Exercise prompt | Look through the lines below; wherever the word "Chicora" appears, copy that line.
[Opening Given information section]
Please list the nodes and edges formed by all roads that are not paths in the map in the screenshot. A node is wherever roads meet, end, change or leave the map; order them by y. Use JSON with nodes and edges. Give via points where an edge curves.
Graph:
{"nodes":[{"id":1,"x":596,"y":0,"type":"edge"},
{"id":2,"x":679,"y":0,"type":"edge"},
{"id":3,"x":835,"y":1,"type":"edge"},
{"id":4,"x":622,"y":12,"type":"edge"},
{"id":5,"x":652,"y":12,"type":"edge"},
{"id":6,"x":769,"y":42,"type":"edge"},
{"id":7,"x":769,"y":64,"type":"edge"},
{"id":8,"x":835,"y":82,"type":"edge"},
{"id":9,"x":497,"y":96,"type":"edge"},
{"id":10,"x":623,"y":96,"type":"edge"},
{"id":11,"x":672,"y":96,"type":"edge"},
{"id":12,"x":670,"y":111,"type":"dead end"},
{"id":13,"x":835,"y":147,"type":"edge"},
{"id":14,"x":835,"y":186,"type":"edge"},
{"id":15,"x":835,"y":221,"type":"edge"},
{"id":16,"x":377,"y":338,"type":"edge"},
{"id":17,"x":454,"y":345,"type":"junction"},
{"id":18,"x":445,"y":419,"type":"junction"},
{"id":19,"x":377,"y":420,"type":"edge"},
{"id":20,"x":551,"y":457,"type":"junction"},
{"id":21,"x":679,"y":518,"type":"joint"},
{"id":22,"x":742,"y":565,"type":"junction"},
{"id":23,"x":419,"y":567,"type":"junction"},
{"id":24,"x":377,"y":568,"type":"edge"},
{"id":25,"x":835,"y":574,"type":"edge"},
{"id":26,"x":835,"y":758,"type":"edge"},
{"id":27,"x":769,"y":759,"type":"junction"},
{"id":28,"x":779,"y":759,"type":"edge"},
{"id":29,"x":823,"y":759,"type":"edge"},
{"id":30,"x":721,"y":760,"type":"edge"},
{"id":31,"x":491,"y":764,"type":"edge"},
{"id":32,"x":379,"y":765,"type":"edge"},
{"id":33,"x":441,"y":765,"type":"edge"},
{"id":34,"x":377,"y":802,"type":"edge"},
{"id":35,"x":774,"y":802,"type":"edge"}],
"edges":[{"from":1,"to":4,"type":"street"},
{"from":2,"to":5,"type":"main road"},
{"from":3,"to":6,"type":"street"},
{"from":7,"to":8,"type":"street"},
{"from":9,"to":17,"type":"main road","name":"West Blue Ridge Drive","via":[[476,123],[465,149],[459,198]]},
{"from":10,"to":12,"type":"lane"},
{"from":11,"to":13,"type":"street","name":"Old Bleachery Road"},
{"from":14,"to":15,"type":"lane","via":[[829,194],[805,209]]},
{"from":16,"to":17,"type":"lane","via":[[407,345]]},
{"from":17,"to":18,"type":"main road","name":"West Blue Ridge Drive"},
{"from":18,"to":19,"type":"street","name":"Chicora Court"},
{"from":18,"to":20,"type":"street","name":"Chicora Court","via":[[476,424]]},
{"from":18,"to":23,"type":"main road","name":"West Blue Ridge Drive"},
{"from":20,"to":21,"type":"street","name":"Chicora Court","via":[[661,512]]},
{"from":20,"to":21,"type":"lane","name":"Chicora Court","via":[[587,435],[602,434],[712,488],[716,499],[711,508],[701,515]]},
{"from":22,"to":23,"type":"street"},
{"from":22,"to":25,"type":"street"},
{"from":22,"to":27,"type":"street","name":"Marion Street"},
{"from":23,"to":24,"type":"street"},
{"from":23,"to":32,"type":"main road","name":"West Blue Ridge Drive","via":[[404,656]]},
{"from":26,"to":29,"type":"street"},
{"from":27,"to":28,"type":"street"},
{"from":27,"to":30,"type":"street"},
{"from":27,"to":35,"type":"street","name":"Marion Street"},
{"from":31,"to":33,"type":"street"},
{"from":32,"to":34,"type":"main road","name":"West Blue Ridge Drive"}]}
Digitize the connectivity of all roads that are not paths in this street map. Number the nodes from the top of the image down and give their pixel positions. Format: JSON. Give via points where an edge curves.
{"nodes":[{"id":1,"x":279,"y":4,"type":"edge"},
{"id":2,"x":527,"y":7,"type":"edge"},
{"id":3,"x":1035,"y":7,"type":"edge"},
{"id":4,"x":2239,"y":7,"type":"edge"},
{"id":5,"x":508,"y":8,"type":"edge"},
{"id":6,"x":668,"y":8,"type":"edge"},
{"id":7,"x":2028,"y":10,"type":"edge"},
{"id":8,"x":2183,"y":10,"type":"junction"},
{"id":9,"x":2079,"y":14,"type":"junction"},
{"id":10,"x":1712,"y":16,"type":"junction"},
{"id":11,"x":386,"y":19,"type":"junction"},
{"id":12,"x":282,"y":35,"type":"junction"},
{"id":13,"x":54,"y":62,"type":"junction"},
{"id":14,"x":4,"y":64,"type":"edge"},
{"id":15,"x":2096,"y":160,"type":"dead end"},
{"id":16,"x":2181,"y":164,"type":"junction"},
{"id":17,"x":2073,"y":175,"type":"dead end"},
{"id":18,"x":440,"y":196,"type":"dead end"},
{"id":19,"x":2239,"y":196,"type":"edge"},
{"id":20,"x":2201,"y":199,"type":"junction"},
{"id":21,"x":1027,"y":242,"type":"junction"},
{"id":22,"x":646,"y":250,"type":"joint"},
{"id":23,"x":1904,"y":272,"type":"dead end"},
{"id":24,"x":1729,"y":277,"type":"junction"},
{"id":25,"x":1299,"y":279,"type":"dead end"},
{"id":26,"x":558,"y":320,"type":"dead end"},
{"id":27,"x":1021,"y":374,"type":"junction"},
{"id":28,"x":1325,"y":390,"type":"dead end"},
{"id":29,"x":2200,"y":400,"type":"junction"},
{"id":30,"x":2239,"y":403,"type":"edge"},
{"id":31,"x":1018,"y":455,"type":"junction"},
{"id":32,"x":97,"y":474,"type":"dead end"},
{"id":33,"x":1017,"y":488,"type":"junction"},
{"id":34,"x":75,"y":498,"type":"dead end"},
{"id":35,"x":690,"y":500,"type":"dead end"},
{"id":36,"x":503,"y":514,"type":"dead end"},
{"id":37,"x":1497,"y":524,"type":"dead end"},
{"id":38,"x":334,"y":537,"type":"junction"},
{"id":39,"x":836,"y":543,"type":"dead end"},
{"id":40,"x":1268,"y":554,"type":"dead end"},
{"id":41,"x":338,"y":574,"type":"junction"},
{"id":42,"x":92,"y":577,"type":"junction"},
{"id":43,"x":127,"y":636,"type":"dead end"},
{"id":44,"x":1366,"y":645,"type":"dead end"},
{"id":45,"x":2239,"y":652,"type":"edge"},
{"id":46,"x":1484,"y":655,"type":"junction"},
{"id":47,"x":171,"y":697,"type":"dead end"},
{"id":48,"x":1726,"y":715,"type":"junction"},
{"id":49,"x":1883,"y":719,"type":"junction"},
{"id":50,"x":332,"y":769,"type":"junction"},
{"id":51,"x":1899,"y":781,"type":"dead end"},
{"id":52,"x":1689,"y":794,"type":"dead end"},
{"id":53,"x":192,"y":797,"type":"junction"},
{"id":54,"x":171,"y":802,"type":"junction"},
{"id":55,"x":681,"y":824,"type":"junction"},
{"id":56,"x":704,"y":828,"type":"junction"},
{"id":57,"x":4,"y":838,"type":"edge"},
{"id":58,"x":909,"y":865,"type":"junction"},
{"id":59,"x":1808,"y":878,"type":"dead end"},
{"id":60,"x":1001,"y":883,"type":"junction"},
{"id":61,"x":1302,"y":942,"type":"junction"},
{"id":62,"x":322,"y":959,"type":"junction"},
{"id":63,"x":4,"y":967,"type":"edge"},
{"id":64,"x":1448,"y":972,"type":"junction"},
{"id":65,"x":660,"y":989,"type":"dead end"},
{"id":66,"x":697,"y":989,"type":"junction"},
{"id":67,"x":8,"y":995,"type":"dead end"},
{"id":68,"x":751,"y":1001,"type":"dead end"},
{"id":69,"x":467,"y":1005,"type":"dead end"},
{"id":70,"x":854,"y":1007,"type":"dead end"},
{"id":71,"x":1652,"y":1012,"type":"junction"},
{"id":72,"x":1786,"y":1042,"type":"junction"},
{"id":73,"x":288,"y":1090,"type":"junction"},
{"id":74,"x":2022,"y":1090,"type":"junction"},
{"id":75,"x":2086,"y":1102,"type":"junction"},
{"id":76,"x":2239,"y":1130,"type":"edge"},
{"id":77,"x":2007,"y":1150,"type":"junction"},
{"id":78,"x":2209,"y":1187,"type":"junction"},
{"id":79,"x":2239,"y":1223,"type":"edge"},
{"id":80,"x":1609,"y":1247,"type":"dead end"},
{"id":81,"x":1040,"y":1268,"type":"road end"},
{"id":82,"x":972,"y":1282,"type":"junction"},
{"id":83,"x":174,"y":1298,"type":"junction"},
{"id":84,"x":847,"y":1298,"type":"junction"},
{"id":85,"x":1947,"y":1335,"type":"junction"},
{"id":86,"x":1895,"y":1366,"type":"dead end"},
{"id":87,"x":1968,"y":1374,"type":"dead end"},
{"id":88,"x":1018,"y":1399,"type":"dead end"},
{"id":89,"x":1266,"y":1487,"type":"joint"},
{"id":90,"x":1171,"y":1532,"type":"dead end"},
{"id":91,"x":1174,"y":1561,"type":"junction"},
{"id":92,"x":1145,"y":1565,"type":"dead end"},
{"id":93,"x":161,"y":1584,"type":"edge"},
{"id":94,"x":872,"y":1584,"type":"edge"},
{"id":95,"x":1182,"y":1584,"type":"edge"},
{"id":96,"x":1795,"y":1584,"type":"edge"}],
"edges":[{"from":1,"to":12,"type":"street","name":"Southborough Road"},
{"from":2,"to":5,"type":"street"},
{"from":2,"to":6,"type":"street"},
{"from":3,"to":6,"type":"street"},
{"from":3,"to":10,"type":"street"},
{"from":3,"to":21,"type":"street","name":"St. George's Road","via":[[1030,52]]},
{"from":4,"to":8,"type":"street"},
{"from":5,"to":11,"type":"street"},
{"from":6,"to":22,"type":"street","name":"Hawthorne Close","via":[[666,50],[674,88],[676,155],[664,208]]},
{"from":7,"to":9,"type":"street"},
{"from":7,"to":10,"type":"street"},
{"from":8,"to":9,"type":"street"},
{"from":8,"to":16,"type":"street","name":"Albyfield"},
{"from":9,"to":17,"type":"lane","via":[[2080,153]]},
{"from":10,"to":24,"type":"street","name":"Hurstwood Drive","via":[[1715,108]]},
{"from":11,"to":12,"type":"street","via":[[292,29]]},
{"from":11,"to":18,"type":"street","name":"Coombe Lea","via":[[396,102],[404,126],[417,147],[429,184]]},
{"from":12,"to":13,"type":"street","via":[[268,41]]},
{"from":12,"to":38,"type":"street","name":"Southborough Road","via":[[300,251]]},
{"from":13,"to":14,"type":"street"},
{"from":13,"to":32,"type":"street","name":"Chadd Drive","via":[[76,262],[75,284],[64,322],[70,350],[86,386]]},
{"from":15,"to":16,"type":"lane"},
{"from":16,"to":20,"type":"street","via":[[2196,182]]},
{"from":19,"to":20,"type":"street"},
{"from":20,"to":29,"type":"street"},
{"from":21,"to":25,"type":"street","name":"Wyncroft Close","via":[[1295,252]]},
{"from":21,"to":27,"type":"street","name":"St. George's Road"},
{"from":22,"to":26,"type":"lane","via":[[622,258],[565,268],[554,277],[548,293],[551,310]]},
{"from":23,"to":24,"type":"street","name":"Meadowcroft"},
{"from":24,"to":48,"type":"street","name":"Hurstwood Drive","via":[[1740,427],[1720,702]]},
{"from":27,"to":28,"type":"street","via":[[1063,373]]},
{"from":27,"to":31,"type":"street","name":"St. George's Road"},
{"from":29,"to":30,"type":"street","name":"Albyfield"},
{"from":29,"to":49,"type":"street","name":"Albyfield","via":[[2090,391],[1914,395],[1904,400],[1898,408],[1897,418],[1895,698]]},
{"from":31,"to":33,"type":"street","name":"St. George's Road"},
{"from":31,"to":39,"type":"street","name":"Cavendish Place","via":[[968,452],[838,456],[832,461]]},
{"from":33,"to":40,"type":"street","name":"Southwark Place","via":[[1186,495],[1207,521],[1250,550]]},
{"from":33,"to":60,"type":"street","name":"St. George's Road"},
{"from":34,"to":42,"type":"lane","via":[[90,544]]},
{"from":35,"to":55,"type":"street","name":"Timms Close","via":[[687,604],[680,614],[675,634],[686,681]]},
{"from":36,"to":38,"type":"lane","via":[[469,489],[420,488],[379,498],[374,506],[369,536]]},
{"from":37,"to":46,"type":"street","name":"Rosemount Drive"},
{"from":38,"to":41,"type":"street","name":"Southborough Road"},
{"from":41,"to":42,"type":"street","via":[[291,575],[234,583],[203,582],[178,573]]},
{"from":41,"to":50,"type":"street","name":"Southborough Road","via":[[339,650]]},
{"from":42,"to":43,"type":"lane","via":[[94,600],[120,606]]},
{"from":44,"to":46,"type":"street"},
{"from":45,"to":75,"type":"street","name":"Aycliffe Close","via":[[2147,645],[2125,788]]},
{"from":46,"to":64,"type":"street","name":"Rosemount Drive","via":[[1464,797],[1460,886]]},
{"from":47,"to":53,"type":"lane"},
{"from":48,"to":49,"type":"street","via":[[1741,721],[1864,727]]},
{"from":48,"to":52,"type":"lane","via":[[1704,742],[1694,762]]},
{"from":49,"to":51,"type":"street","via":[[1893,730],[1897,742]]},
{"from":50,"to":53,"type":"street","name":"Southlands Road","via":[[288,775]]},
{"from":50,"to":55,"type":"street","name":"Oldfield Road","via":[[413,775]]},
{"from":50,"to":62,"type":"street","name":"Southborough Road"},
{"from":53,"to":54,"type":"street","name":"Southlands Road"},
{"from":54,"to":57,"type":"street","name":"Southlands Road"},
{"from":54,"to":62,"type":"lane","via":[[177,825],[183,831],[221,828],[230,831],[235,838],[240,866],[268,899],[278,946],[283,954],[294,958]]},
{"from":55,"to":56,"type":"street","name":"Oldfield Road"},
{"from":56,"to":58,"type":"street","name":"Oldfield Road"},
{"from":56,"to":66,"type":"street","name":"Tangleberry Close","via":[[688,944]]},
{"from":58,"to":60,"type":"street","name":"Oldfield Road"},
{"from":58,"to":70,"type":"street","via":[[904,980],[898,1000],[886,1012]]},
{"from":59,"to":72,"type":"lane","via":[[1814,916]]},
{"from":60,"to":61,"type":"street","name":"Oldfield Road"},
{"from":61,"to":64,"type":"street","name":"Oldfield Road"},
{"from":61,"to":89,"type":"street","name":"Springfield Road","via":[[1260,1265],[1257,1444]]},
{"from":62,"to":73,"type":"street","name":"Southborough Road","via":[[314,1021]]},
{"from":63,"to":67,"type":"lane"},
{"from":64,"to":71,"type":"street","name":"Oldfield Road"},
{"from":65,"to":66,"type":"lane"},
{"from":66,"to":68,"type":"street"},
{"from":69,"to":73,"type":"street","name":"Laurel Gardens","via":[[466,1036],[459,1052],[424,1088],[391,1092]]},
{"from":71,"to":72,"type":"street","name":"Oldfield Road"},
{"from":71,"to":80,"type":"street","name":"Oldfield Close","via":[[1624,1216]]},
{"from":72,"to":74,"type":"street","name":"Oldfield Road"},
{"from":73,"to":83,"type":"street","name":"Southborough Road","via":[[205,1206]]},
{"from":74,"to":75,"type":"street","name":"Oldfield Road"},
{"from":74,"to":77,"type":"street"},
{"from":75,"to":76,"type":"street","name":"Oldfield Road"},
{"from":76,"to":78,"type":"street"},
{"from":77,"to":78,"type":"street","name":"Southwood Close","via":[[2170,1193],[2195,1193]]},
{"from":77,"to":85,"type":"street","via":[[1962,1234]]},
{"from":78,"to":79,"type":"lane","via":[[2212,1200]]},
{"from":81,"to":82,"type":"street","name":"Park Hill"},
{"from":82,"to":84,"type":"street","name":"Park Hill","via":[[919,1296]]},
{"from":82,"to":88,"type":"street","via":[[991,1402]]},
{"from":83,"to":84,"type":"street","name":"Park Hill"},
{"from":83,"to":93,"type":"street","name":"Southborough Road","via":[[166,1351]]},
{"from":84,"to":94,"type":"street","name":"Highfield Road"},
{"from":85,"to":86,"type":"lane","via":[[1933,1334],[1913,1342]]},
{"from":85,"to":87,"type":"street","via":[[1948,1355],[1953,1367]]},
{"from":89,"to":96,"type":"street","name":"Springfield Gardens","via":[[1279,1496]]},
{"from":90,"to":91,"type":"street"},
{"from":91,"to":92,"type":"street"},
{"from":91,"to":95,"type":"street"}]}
[Closing Given information section]
Exercise solution |
{"from":18,"to":19,"type":"street","name":"Chicora Court"},
{"from":18,"to":20,"type":"street","name":"Chicora Court","via":[[476,424]]},
{"from":20,"to":21,"type":"street","name":"Chicora Court","via":[[661,512]]},
{"from":20,"to":21,"type":"lane","name":"Chicora Court","via":[[587,435],[602,434],[712,488],[716,499],[711,508],[701,515]]},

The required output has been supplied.